Sintomas do transtorno do pânico
Os sintomas do transtorno do pânico variam de pessoa para pessoa, mas, geralmente, incluem uma combinação dos seguintes:
- Ataques de pânico repentinos: Episódios de medo intenso que surgem abruptamente e atingem o pico em minutos. Esses ataques são acompanhados por uma sensação de perigo iminente e um desejo intenso de escapar da situação.
- Sintomas físicos: Durante um ataque de pânico, indivíduos podem experimentar palpitações, suor, tremores, sensações de falta de ar, dor ou desconforto no peito, náusea, tontura, sensação de formigamento e calafrios ou mesmo ondas de calor.
- Medo de perder o controle ou “enlouquecer”: Este é um medo comum durante os ataques de pânico.
- Evitação: Tendência a evitar lugares ou situações onde ataques de pânico ocorreram no passado.
Diagnóstico
O diagnóstico do transtorno do pânico é geralmente feito por um psicólogo através de uma avaliação clínica detalhada, que inclui o histórico médico do paciente, uma discussão sobre os sintomas e, às vezes, exames para descartar outras condições médicas.
Além disso, os critérios diagnósticos, conforme o DSM-5 (Manual Diagnóstico e Estatístico de Transtornos Mentais), incluem ataques de pânico recorrentes e inesperados e uma preocupação persistente com esses ataques.
Já o tratamento pode ser feito por meio de um conjunto de medidas, como:
- Terapia Cognitivo-Comportamental (TCC): Esta é considerada uma das abordagens mais eficazes para o tratamento do transtorno do pânico. A TCC ajuda os pacientes a entender os padrões de pensamento que contribuem para os ataques de pânico e a desenvolver estratégias para enfrentar e reduzir esses episódios.
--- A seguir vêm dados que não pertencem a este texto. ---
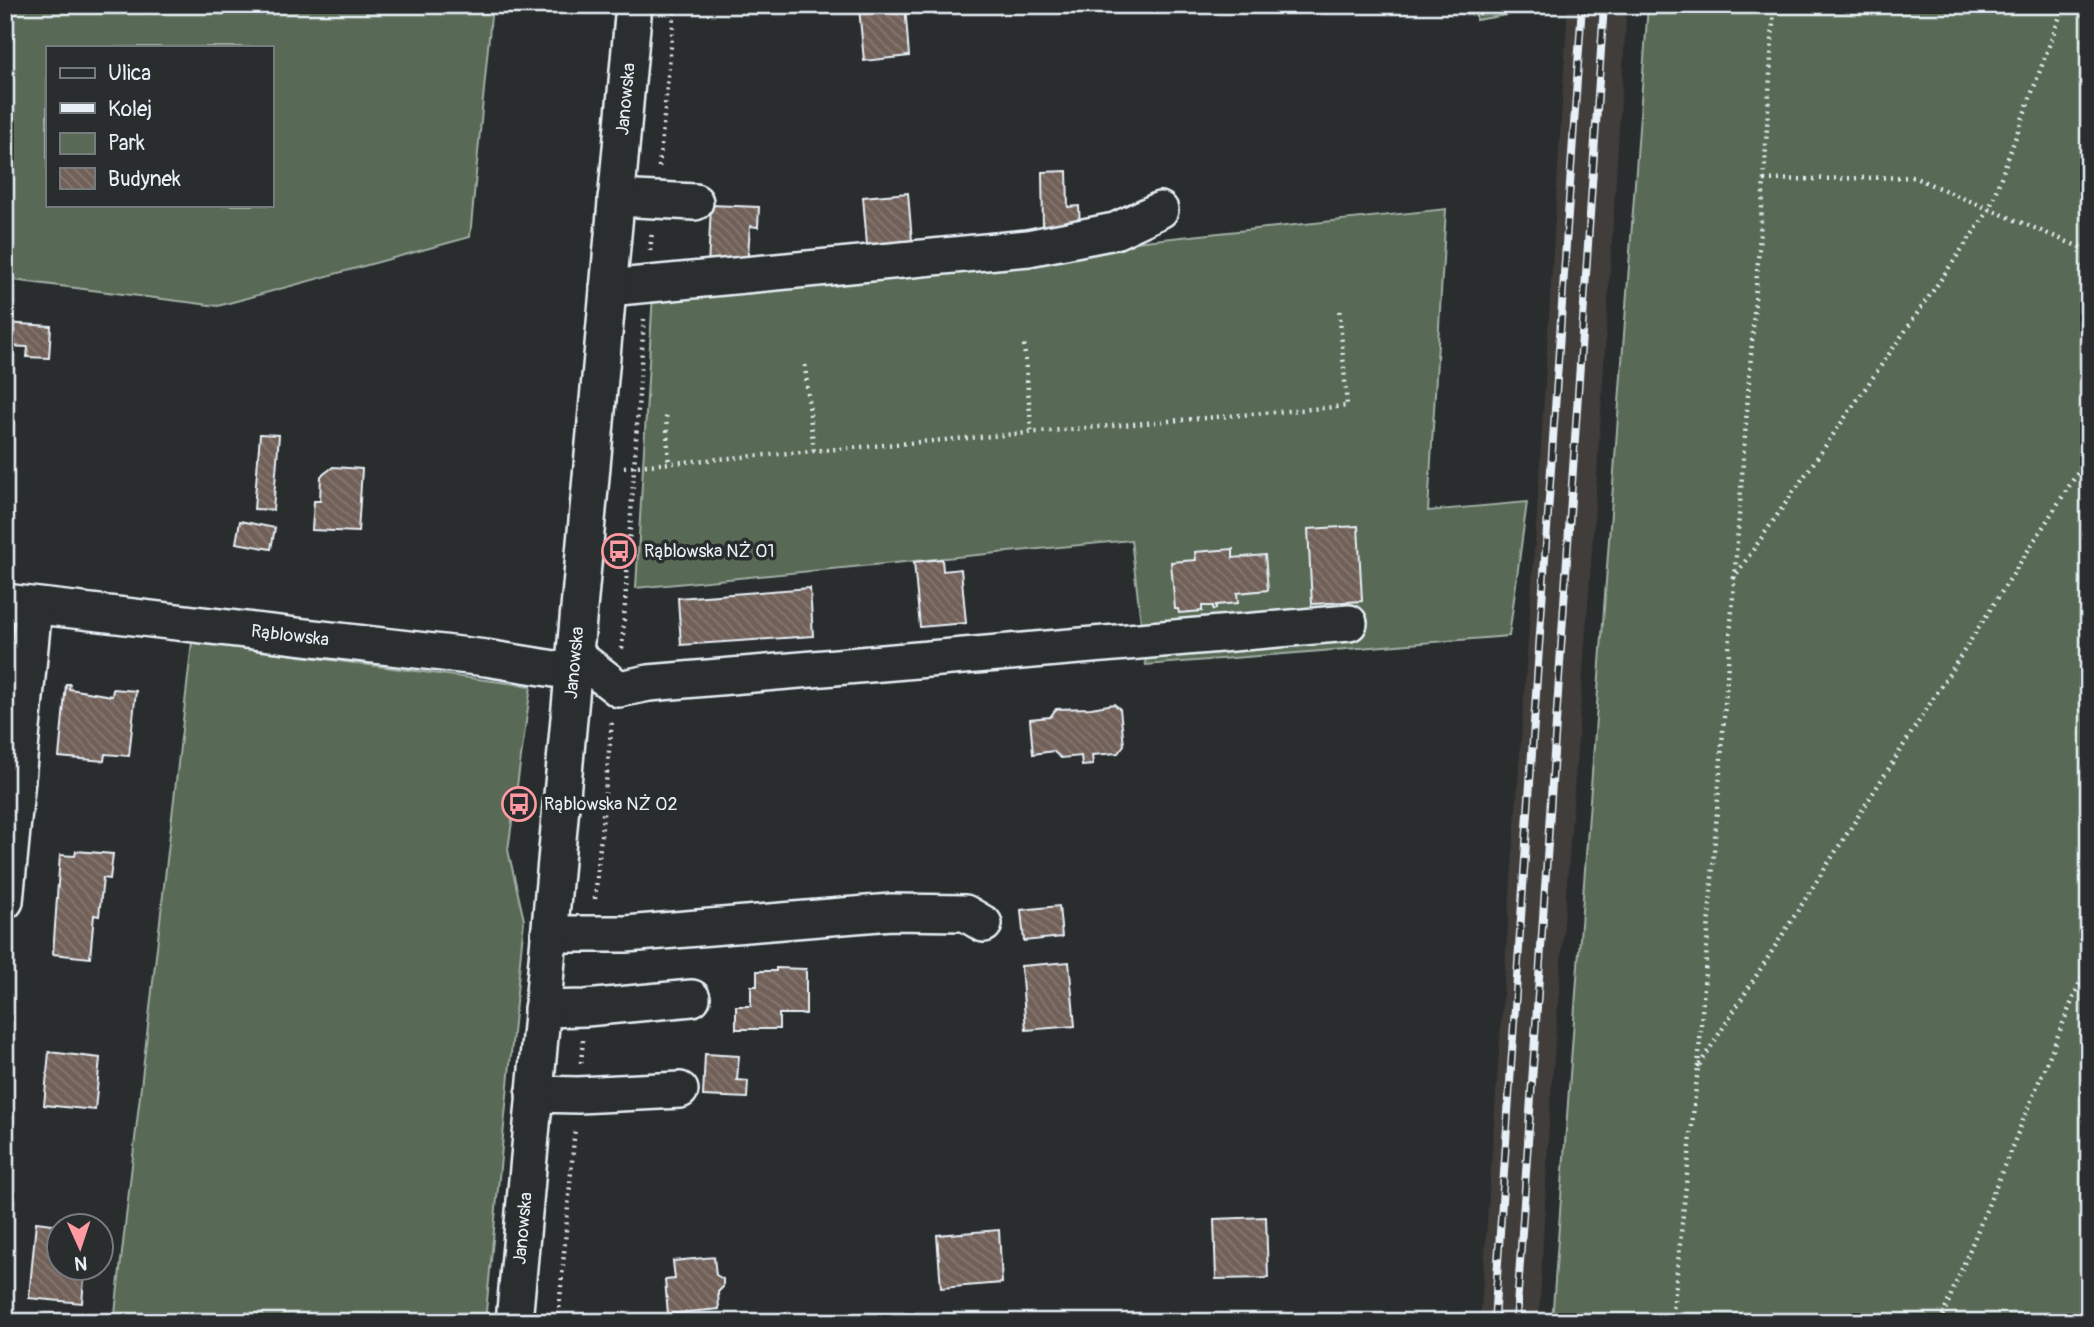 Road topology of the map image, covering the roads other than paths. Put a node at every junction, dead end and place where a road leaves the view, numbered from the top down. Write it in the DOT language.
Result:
graph roads {
  1 [pos="634,5"];
  2 [pos="616,198"];
  3 [pos="695,202"];
  4 [pos="1160,210"];
  5 [pos="608,288"];
  6 [pos="20,604"];
  7 [pos="1349,623"];
  8 [pos="574,664"];
  9 [pos="5,901"];
  10 [pos="984,924"];
  11 [pos="549,934"];
  12 [pos="692,998"];
  13 [pos="542,1009"];
  14 [pos="680,1090"];
  15 [pos="534,1094"];
  16 [pos="514,1322"];
  1 -- 2 [label="street, Janowska"];
  2 -- 3 [label="street"];
  2 -- 5 [label="street, Janowska"];
  4 -- 5 [label="street"];
  5 -- 8 [label="street, Janowska"];
  6 -- 8 [label="street, Rąblowska"];
  6 -- 9 [label="street"];
  7 -- 8 [label="street"];
  8 -- 11 [label="street, Janowska"];
  10 -- 11 [label="street"];
  11 -- 13 [label="street, Janowska"];
  12 -- 13 [label="street"];
  13 -- 15 [label="street, Janowska"];
  14 -- 15 [label="street"];
  15 -- 16 [label="street, Janowska"];
} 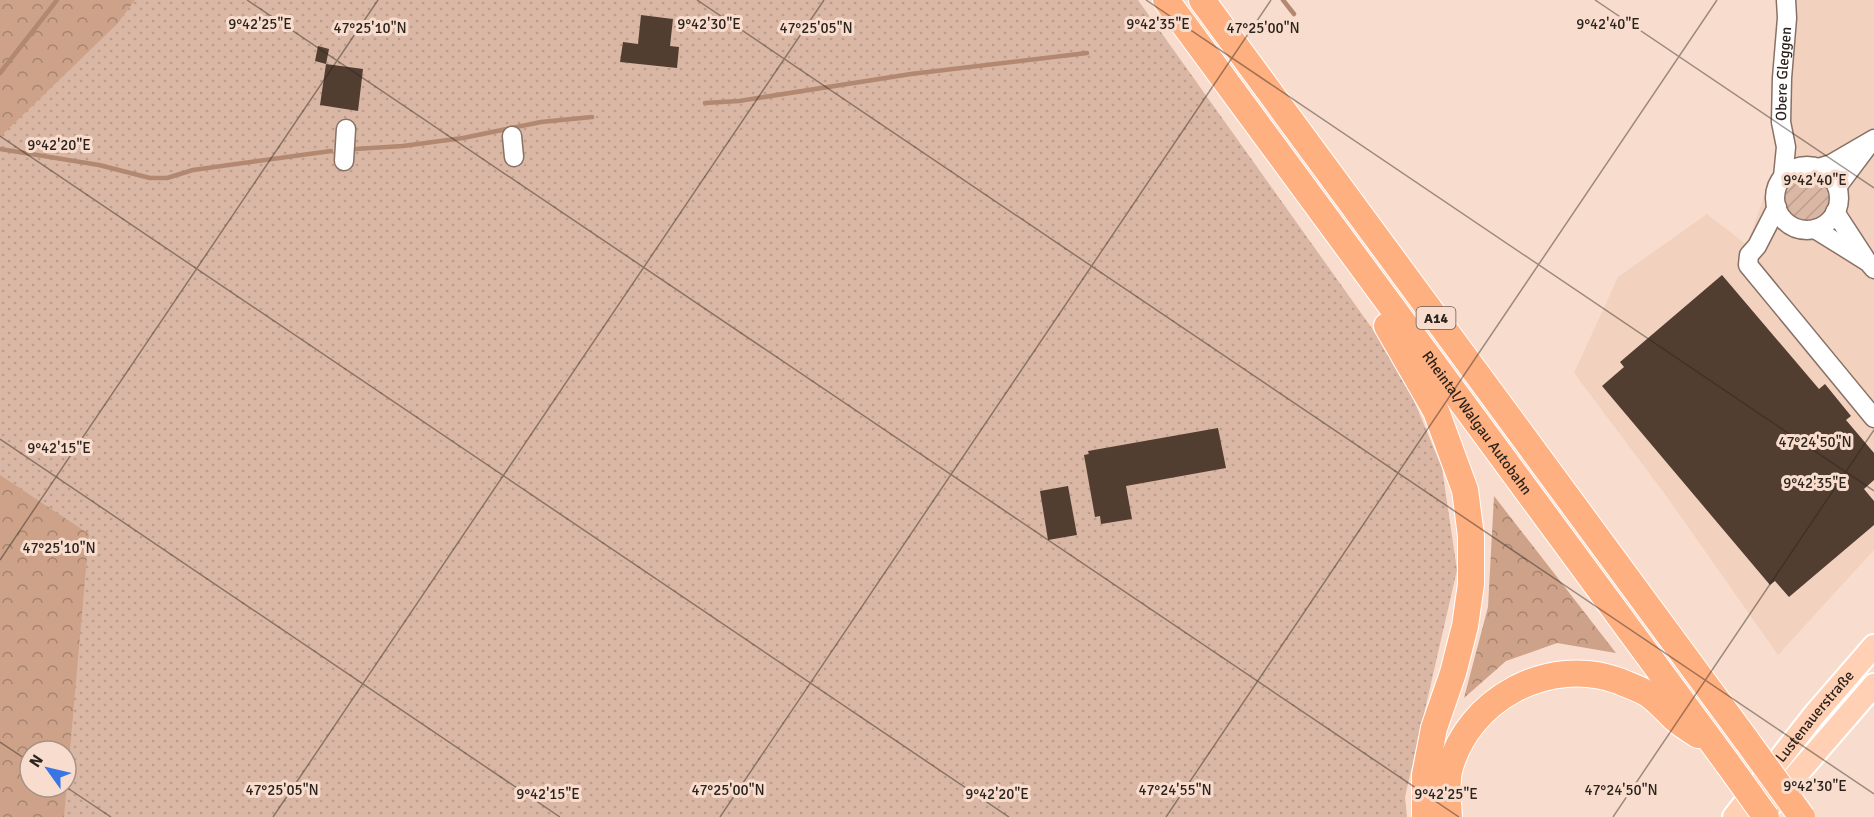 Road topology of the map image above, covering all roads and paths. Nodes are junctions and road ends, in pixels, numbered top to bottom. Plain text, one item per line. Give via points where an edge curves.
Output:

- Medicação: Em alguns casos mais graves, medicamentos como antidepressivos e ansiolíticos podem ser prescritos para ajudar a controlar os sintomas. É crucial que esses medicamentos sejam administrados sob estrita supervisão médica e que, mesmo assim, o paciente continue com o seu tratamento por meio da TCC para ter efeitos positivos de longo prazo e mais duradouros.
- Técnicas de relaxamento e mindfulness: Estratégias como a respiração profunda, relaxamento muscular progressivo e mindfulness podem ser extremamente úteis para gerenciar a ansiedade associada ao transtorno do pânico.
- Suporte: Educar os pacientes sobre o transtorno e envolver suporte de amigos e familiares é essencial para um tratamento eficaz. Grupos de apoio também podem oferecer um espaço para compartilhar experiências e estratégias de enfrentamento.
Embora o transtorno do pânico possa ser uma condição assustadora e isolante, é importante lembrar que ele é totalmente tratável. Com as estratégias certas e o suporte psicológico, indivíduos podem recuperar o controle de suas vidas e experimentar um alívio significativo dos sintomas.